While Monroe’s motivated sequence is commonly discussed in most public speaking textbooks, we do want to provide one minor caution. Thus far, almost no research has been conducted that has demonstrated that Monroe’s motivated sequence is any more persuasive than other structural patterns. In the only study conducted experimentally examining Monroe’s motivated sequence, the researchers did not find the method more persuasive but did note that audience members found the pattern more organized than other methods (Micciche, Pryor, & Butler, 2000). We wanted to add this sidenote because we don’t want you to think that Monroe’s motivated sequence is a kind of magic persuasive bullet; the research simply doesn’t support this notion. At the same time, research does support that organized messages are perceived as more persuasive as a whole, so using Monroe’s motivated sequence to think through one’s persuasive argument could still be very beneficial.

Below are the basic steps of Monroe’s motivated sequence and the subsequent reaction a speaker desires from his or her audience.

The first step in Monroe’s motivated sequence is the  attention step , in which a speaker attempts to get the audience’s attention. To gain an audience’s attention, we recommend that you think through three specific parts of the attention step. First, you need to have a strong attention-getting device. As previously discussed, a strong attention getter at the beginning of your speech is very important. Second, you need to make sure you introduce your topic clearly. If your audience doesn’t know what your topic is quickly, they are more likely to stop listening. Lastly, you need to explain to your audience why they should care about your topic. If this sounds familiar, it should! The attention step uses the same elements as an introduction for any speech: The attention getter, relevance, credibility, thesis statement, and preview.

In the  need step of Monroe’s motivated sequence, the speaker establishes that there is a specific need or problem. This will be your first main point. In Monroe’s conceptualization of need, he talks about four specific parts of the need: statement, illustration, ramification, and pointing. First, a speaker needs to give a clear and concise statement of the problem. This part of a speech should be crystal clear for an audience.
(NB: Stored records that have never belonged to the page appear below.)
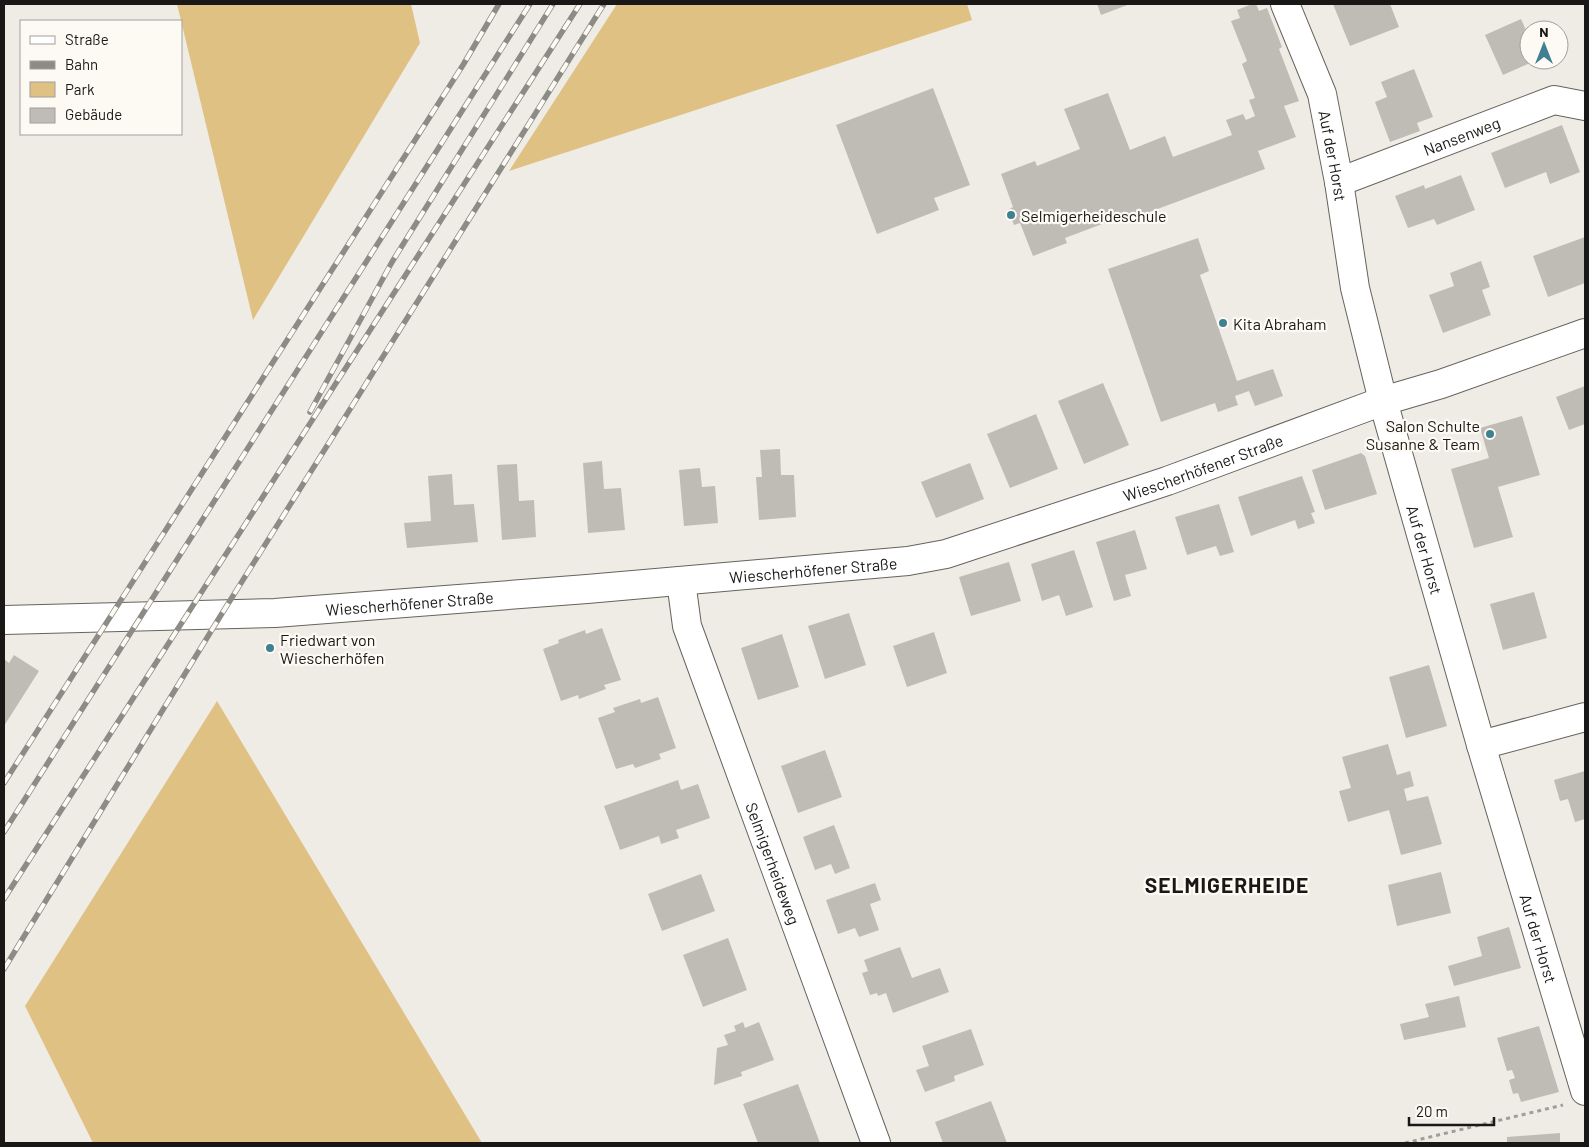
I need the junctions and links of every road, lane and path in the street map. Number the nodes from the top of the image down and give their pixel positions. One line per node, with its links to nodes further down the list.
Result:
1 (1285, 4): 3 (street, Auf der Horst)
2 (1585, 106): 3 (street, Nansenweg)
3 (1339, 182): 5 (street, Auf der Horst)
4 (1585, 332): 5 (street, Wiescherhöfener Straße)
5 (1383, 401): 6 (street, Wiescherhöfener Straße); 9 (street, Auf der Horst)
6 (680, 581): 7 (street, Wiescherhöfener Straße); 11 (street, Selmigerheideweg)
7 (4, 620)
8 (1585, 718): 9 (street)
9 (1481, 745): 10 (street, Auf der Horst)
10 (1576, 1098): 12 (path)
11 (876, 1143)
12 (1405, 1143)

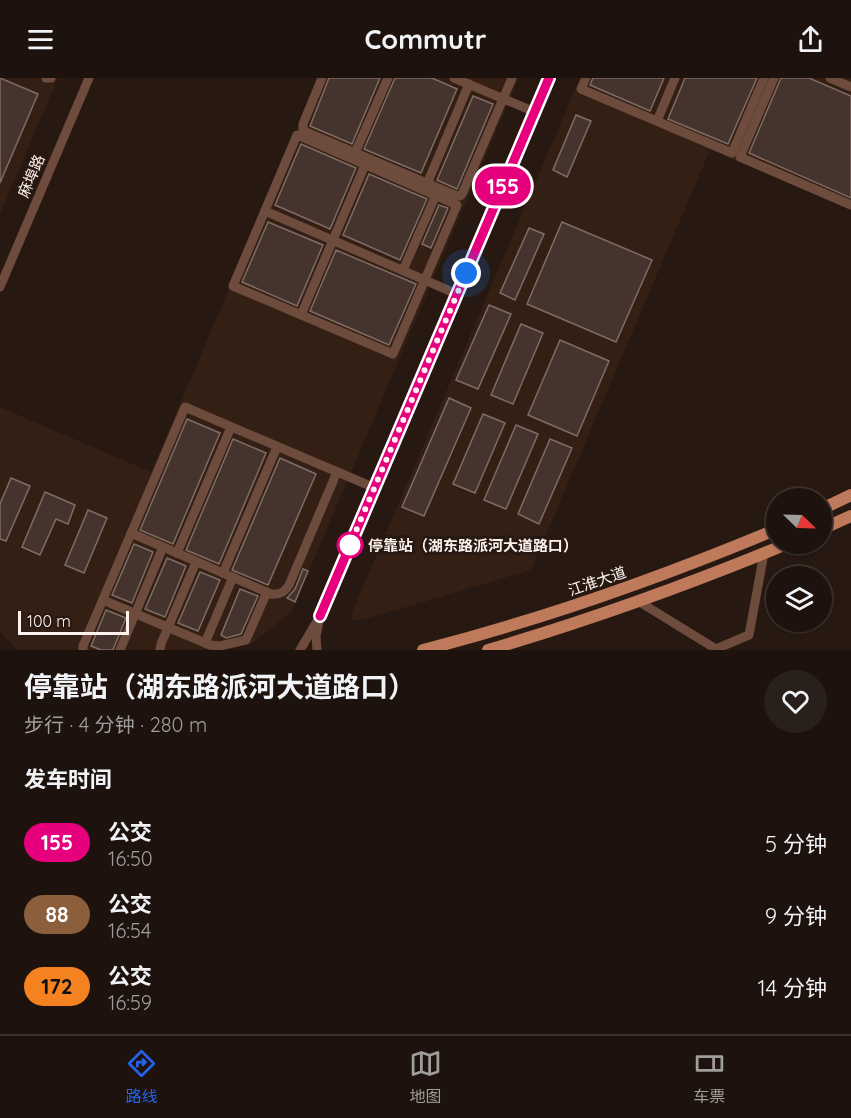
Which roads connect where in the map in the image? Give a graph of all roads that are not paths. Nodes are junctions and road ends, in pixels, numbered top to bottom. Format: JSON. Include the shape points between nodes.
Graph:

Second, the speaker needs to provide one or more examples to illustrate the need. The illustration is an attempt to make the problem concrete for the audience. Next, a speaker needs to provide some kind of evidence (e.g., statistics, examples, testimony) that shows the ramifications or consequences of the problem. Lastly, a speaker needs to point to the audience and show exactly how the problem relates to them personally.

Satisfaction

In the third step of Monroe’s motivated sequence, the  satisfaction step , the speaker sets out to satisfy the need or solve the problem. This will be your second main point. Within this step, Monroe (1935) proposed a five-step plan for satisfying a need:

  • Explanation
  • Theoretical demonstration
  • Reference to practical experience
  • Meeting objections

First, you need to clearly state the attitude, value, belief, or action you want your audience to accept. The purpose of this statement is to clearly tell your audience what your ultimate goal is.

Second, you want to make sure that you clearly explain to your audience why they should accept the attitude, value, belief, or action you proposed. Just telling your audience they should do something isn’t strong enough to actually get them to change. Instead, you really need to provide a solid argument for why they should accept your proposed solution.

Third, you need to show how the solution you have proposed meets the need or problem. Monroe calls this link between your solution and the need a theoretical demonstration because you cannot prove that your solution will work. Instead, you theorize based on research and good judgment that your solution will meet the need or solve the problem.

Fourth, to help with this theoretical demonstration, you need to reference practical experience, which should include examples demonstrating that your proposal has worked elsewhere. Research, statistics, and expert testimony are all great ways of referencing practical experience.

Lastly, Monroe recommends that a speaker responds to possible objections. As a persuasive speaker, one of your jobs is to think through your speech and see what counterarguments could be made against your speech and then rebut those arguments within your speech. When you offer rebuttals for arguments against your speech, it shows your audience that you’ve done your homework and educated yourself about multiple sides of the issue.

Visualization

The next step of Monroe’s motivated sequence is the  visualization step , in which you ask the audience to visualize a future where the need has been met or the problem solved. This will be your third main point. In essence, the visualization stage is where a speaker can show the audience why accepting a specific attitude, value, belief, or behavior can positively affect the future. When helping people to picture the future, the more concrete your visualization is, the easier it will be for your audience to see the possible future and be persuaded by it. You also need to make sure that you clearly show how accepting your solution will directly benefit your audience.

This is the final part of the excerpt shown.